Die vergangenen Jahre und Jahrzehnte waren bestimmt von globalen Problemen, die nach einem parteiübergreifenden Konsens verlangt haben: Finanzkrise, Pandemie, selbst beim Klima. Wie arbeitet man einen unverkennbaren Kern heraus, wenn die Lösung ohnehin parteiübergreifend geklärt werden muss?

Die Grünen Parteichefs Annalena Baerbock und Robert Habeck stehen in einem Wald und gucken nach oben.
Ein Blick auf die Umfragewerte? Die Grünen-Kanzlerkandidatin Annalena Baerbock und Co-Parteichef Robert HabeckBild: TOBIAS SCHWARZ/AFP/REUTERS

Das ist sicherlich nicht leichter geworden. Auf der anderen Seite ist es für mich ein sehr hoffnungsvolles Signal über die politische Stimmungslage und Stabilität der Demokratie in Deutschland. Die Forschungsgruppe Wahlen hat für das ZDF gefragt, ob Angela Merkel unterm Strich einen guten Job gemacht hat. Das haben 83 Prozent der Befragten bejaht. Das bedeutet, es gibt einen demokratischen Grundkonsens, aus dem eigentlich nur die AfD (die rechtspopulistische Partei "Alternative für Deutschland", Anmerk. d. Red.) ausschert. Es gibt ähnliche Werte für die Frage, ob der Klimawandel menschengemacht ist. Wir haben eine sehr vernunftorientierte Bevölkerung in Deutschland.

"Es ist nicht die Zeit für Enthusiasmus"

Aus dem Konsens erwächst aber auch das Gefühl, es ist egal, welche der demokratischen Parteien ich wähle: Die Politik wird, unabhängig von den Farben der Koalition, weitgehend identisch sein. Das geht zulasten der Streitkultur: Wenn es einen Konsens gibt, müssen wir nicht streiten.

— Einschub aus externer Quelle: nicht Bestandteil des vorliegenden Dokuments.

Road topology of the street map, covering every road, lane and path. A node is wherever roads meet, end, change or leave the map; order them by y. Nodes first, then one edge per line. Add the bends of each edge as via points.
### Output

Eine Situation, wo eine Wahl wirklich zu einer Bewegung wird, haben wir in Deutschland extrem selten. Das gehört auch nicht zu unserer politischen Kultur. Die Leute sind sehr nüchtern in ihren Wahlentscheidungen, und man muss dazu sagen, dass meistens auch die nüchternen Kandidaten am Ende die Nase vorn haben. Es ist nicht die Zeit für Enthusiasmus. Und wir haben im Moment auch nicht das Personal, das solche emotionalen Verzückungen zulässt.

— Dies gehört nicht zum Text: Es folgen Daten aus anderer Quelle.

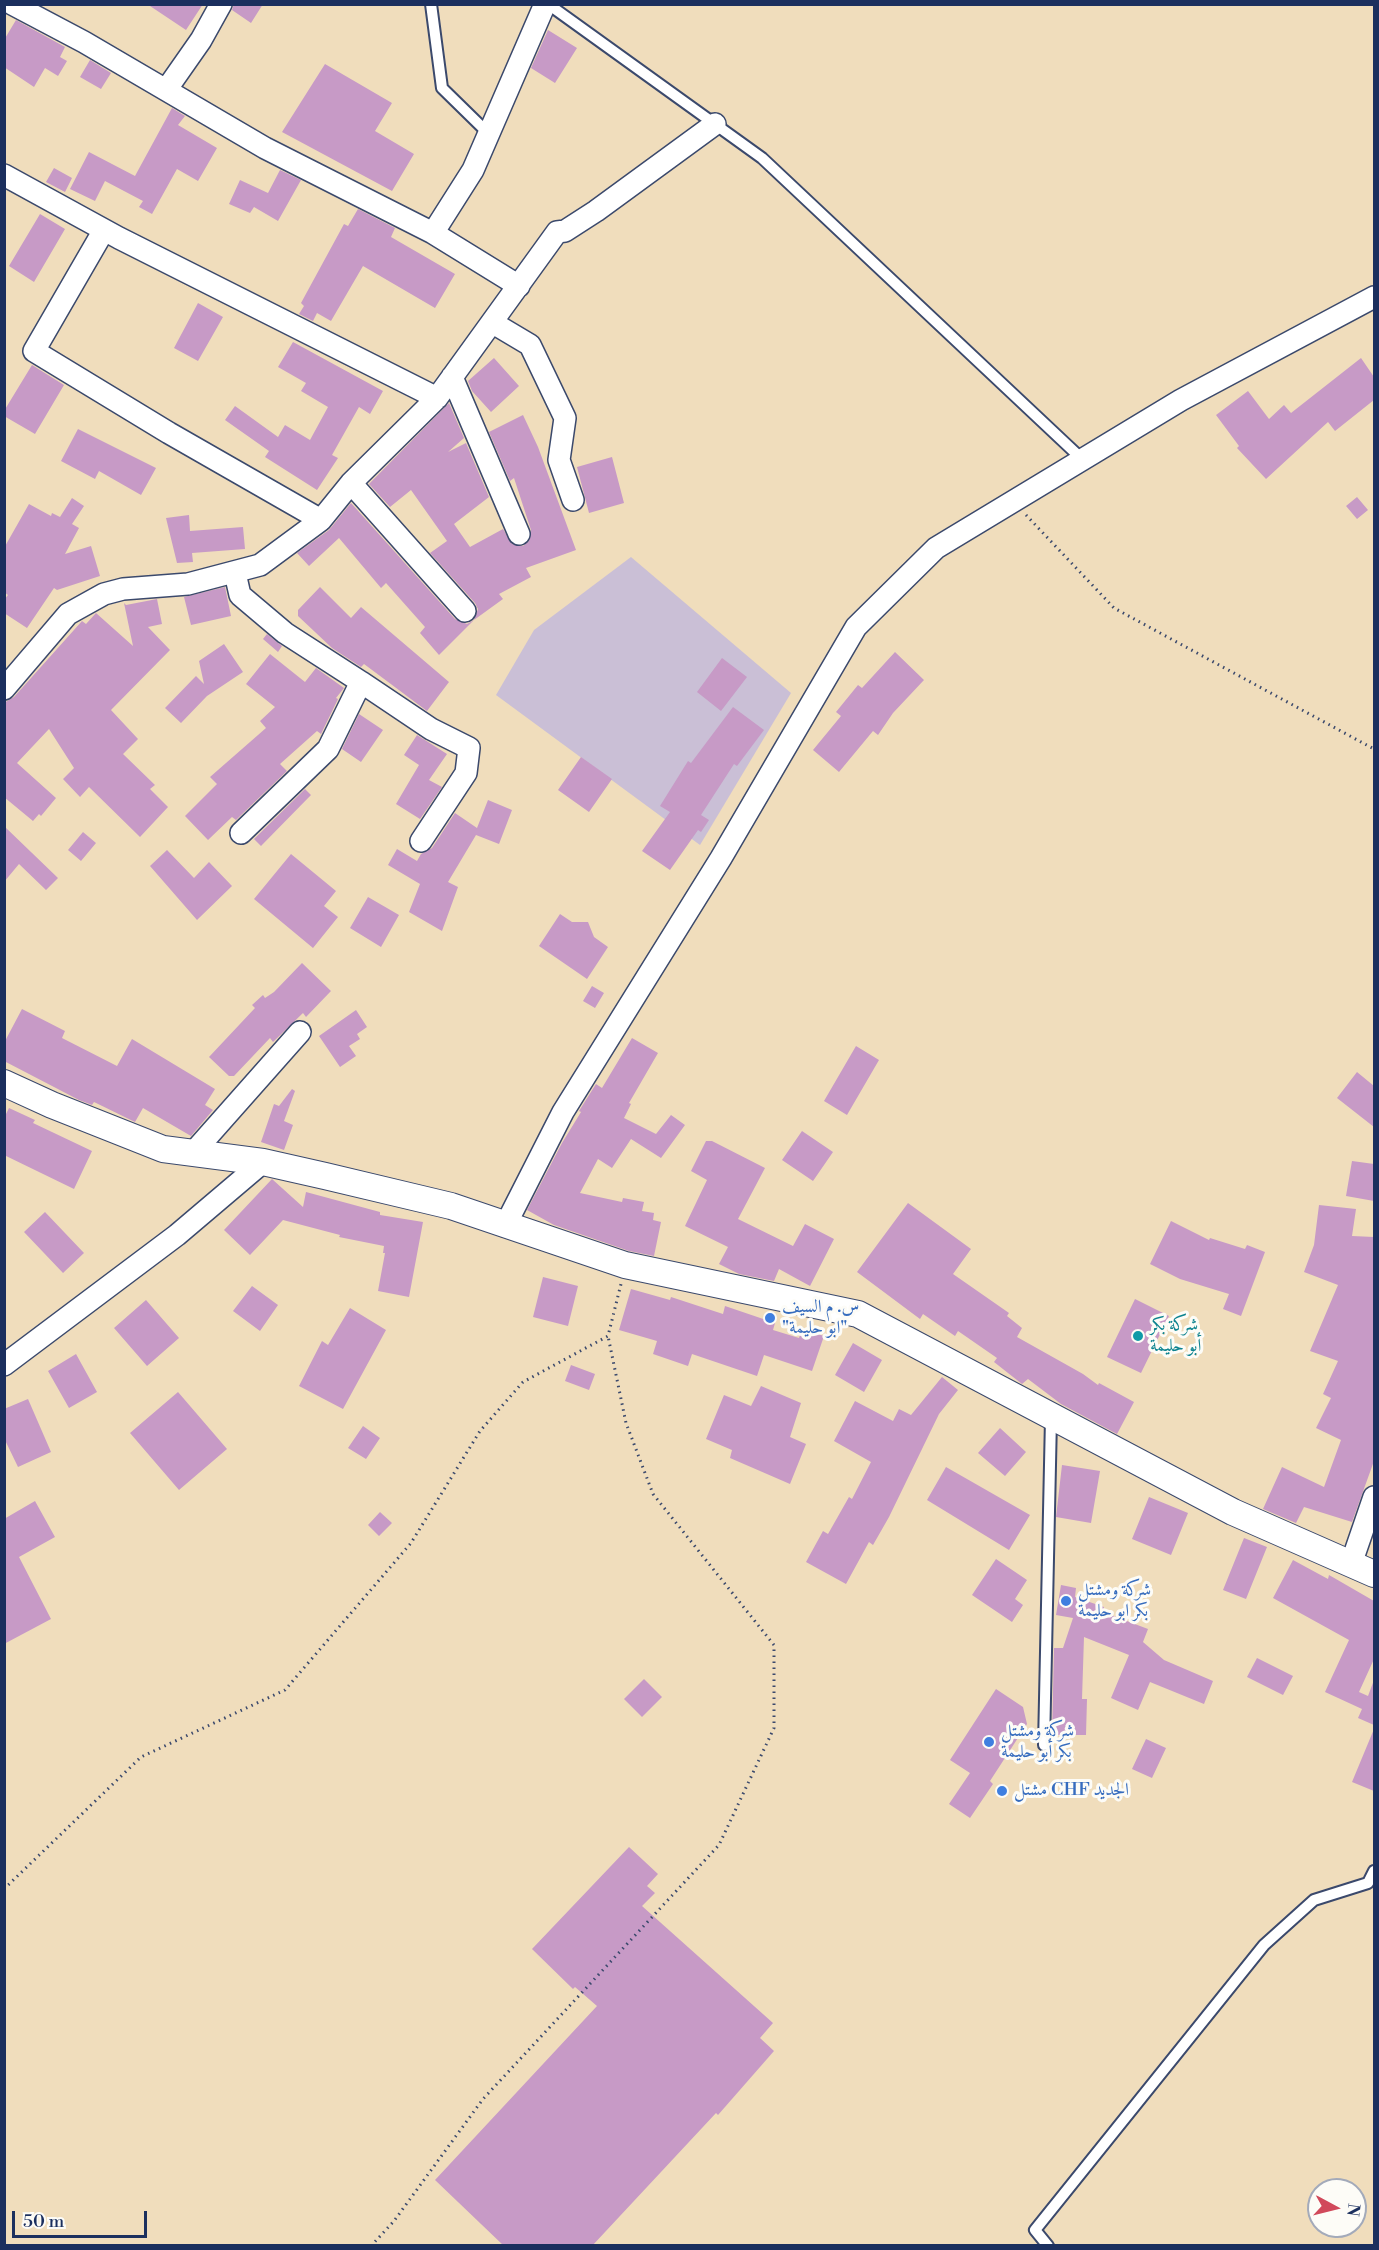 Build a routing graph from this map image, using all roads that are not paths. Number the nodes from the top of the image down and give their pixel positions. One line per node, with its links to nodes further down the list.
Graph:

In Ihrem Job geht es darum, den Wählerinnen und Wählern etwas zu verkaufen: eine Idee, eine Person. Muss man als Verkäufer vom Inhalt und dem Personal überzeugt sein?

Sie sollten keine Aversion gegen das haben, was Sie da machen. Sie müssen nicht immer zu hundert Prozent übereinstimmen, das ist ähnlich wie beim Wähler. Es geht darum, die Person zu unterstützen, von der ich am ehesten überzeugt bin, dass sie den Job gut erledigt. Das Gefühl sollte man auf jeden Fall haben, wenn man Wahlkampf macht.


Frank Stauss ist Partner der Kommunikationsagentur Richel/Stauss. Als Politikberater hat er Wahlkämpfe u.a. vom ehemaligen Berliner Bürgermeister Klaus Wowereit, Bundespräsident Frank-Walter Steinmeier, Olaf Scholz oder Malu Dreyer, Ministerpräsidentein von Rheinland-Pfalz, begleitet. 2013 erschien Stauss' Buch "Höllenritt Wahlkampf - Ein Insider-Bericht".

Das Gespräch führte Torsten Landsberg.